GIVEN RECORDS:
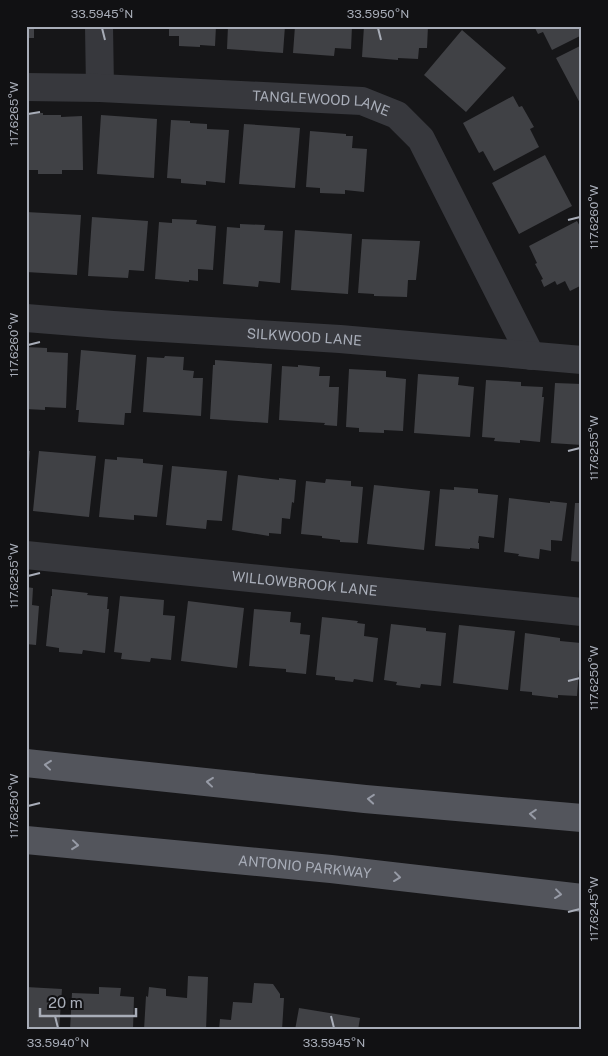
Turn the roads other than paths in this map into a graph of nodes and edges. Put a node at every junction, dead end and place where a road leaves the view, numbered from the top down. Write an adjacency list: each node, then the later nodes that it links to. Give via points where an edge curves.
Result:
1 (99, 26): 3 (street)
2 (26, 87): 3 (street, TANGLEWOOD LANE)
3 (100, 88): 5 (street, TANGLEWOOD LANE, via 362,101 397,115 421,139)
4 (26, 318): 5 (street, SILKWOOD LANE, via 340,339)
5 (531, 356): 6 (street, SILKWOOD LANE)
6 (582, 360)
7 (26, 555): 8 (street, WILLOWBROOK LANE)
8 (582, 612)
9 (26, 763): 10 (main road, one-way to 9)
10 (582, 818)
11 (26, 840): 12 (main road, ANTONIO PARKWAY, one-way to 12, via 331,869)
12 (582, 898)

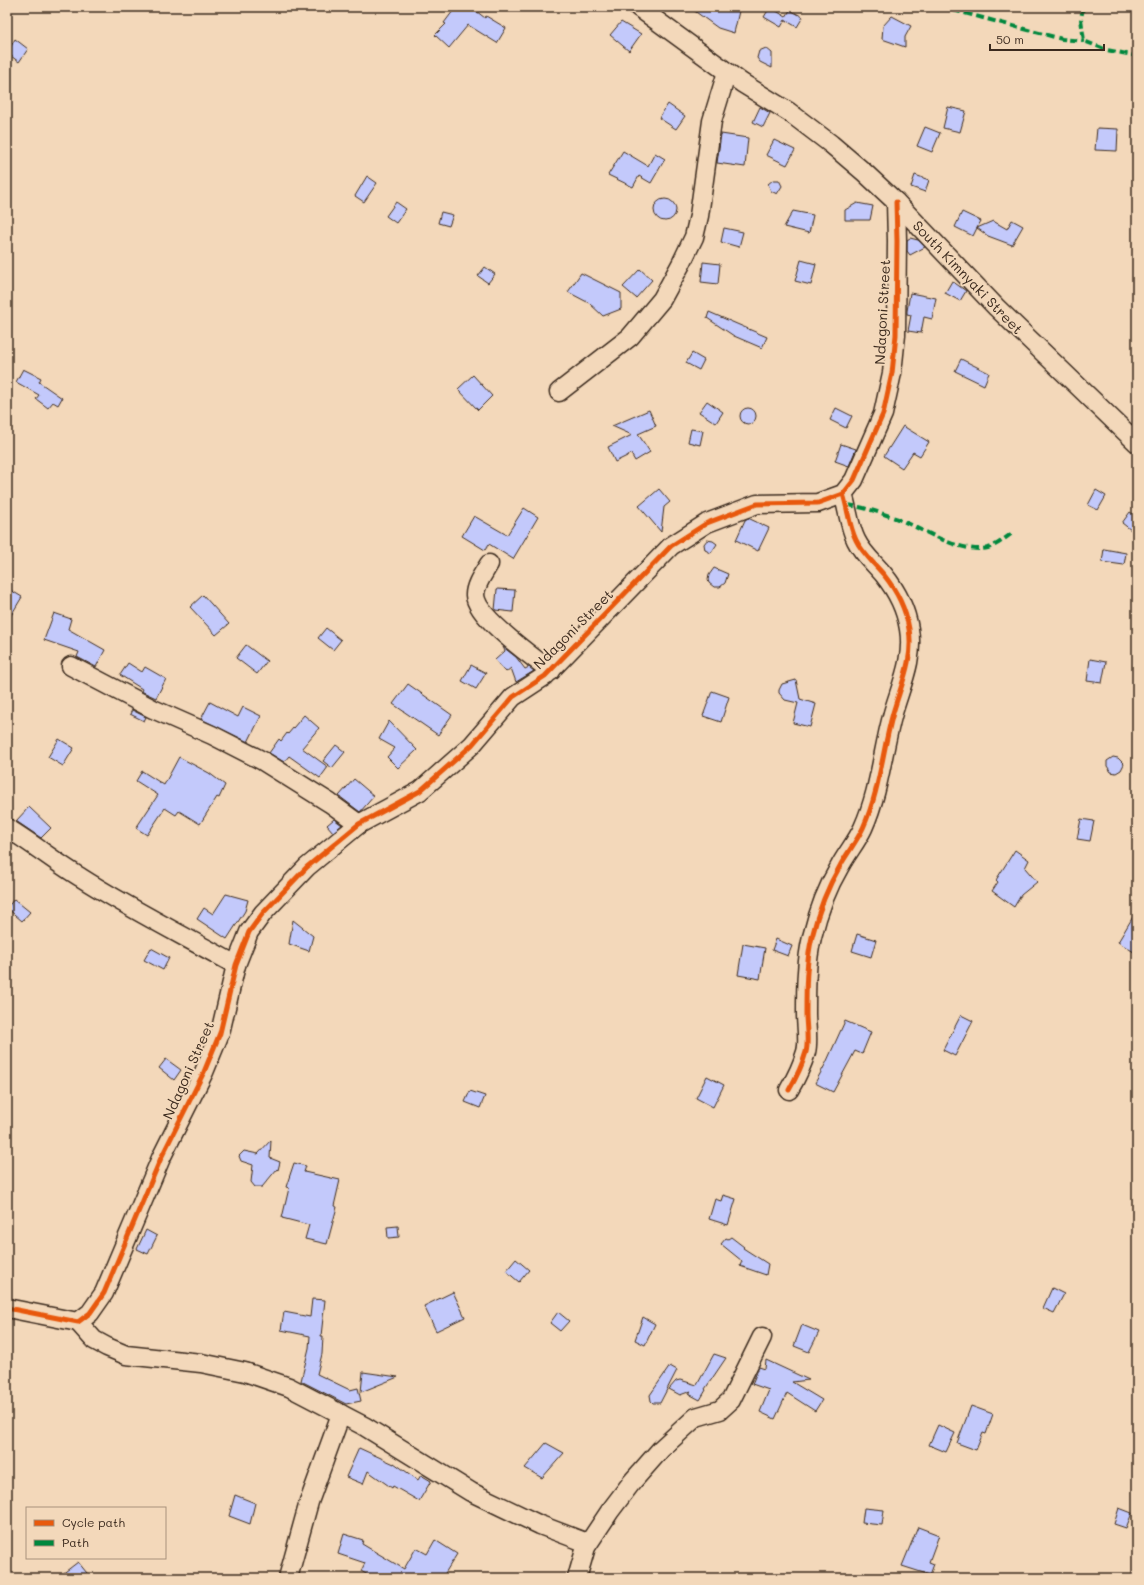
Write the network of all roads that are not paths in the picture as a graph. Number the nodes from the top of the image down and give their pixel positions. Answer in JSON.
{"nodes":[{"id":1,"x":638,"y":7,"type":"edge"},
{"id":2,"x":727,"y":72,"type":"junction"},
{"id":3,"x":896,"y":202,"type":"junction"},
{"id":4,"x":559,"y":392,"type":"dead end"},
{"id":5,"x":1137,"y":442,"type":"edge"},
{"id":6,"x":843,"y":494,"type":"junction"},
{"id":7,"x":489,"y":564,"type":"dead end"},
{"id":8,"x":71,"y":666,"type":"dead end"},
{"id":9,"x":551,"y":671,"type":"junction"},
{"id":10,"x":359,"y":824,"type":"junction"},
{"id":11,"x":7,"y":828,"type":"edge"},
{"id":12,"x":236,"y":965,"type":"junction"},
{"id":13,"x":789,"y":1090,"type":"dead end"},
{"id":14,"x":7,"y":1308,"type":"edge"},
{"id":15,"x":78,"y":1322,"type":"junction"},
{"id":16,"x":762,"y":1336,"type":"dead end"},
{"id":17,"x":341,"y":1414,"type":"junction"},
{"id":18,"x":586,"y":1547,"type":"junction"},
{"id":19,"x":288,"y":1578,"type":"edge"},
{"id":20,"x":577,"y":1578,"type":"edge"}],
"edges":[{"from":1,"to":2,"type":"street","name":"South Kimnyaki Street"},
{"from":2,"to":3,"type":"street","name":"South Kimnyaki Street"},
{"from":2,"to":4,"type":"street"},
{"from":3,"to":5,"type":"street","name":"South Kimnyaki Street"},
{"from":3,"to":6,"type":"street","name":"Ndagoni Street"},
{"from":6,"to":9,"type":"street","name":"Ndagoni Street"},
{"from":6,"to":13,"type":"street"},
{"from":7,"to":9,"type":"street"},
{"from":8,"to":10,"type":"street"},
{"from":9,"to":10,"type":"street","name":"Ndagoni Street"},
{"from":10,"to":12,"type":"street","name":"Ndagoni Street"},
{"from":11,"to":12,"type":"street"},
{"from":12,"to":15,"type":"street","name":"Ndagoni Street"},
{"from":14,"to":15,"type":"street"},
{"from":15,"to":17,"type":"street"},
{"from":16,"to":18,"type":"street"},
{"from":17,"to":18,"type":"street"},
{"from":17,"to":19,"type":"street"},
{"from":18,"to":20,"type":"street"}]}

TASK GOAL: Retype the entries word for word. Omit any images.

REPLY TO THE EXERCISE:
Turn the roads other than paths in this map into a graph of nodes and edges. Put a node at every junction, dead end and place where a road leaves the view, numbered from the top down. Write an adjacency list: each node, then the later nodes that it links to. Give via points where an edge curves.
Result:
1 (99, 26): 3 (street)
2 (26, 87): 3 (street, TANGLEWOOD LANE)
3 (100, 88): 5 (street, TANGLEWOOD LANE, via 362,101 397,115 421,139)
4 (26, 318): 5 (street, SILKWOOD LANE, via 340,339)
5 (531, 356): 6 (street, SILKWOOD LANE)
6 (582, 360)
7 (26, 555): 8 (street, WILLOWBROOK LANE)
8 (582, 612)
9 (26, 763): 10 (main road, one-way to 9)
10 (582, 818)
11 (26, 840): 12 (main road, ANTONIO PARKWAY, one-way to 12, via 331,869)
12 (582, 898)

Write the network of all roads that are not paths in the picture as a graph. Number the nodes from the top of the image down and give their pixel positions. Answer in JSON.
{"nodes":[{"id":1,"x":638,"y":7,"type":"edge"},
{"id":2,"x":727,"y":72,"type":"junction"},
{"id":3,"x":896,"y":202,"type":"junction"},
{"id":4,"x":559,"y":392,"type":"dead end"},
{"id":5,"x":1137,"y":442,"type":"edge"},
{"id":6,"x":843,"y":494,"type":"junction"},
{"id":7,"x":489,"y":564,"type":"dead end"},
{"id":8,"x":71,"y":666,"type":"dead end"},
{"id":9,"x":551,"y":671,"type":"junction"},
{"id":10,"x":359,"y":824,"type":"junction"},
{"id":11,"x":7,"y":828,"type":"edge"},
{"id":12,"x":236,"y":965,"type":"junction"},
{"id":13,"x":789,"y":1090,"type":"dead end"},
{"id":14,"x":7,"y":1308,"type":"edge"},
{"id":15,"x":78,"y":1322,"type":"junction"},
{"id":16,"x":762,"y":1336,"type":"dead end"},
{"id":17,"x":341,"y":1414,"type":"junction"},
{"id":18,"x":586,"y":1547,"type":"junction"},
{"id":19,"x":288,"y":1578,"type":"edge"},
{"id":20,"x":577,"y":1578,"type":"edge"}],
"edges":[{"from":1,"to":2,"type":"street","name":"South Kimnyaki Street"},
{"from":2,"to":3,"type":"street","name":"South Kimnyaki Street"},
{"from":2,"to":4,"type":"street"},
{"from":3,"to":5,"type":"street","name":"South Kimnyaki Street"},
{"from":3,"to":6,"type":"street","name":"Ndagoni Street"},
{"from":6,"to":9,"type":"street","name":"Ndagoni Street"},
{"from":6,"to":13,"type":"street"},
{"from":7,"to":9,"type":"street"},
{"from":8,"to":10,"type":"street"},
{"from":9,"to":10,"type":"street","name":"Ndagoni Street"},
{"from":10,"to":12,"type":"street","name":"Ndagoni Street"},
{"from":11,"to":12,"type":"street"},
{"from":12,"to":15,"type":"street","name":"Ndagoni Street"},
{"from":14,"to":15,"type":"street"},
{"from":15,"to":17,"type":"street"},
{"from":16,"to":18,"type":"street"},
{"from":17,"to":18,"type":"street"},
{"from":17,"to":19,"type":"street"},
{"from":18,"to":20,"type":"street"}]}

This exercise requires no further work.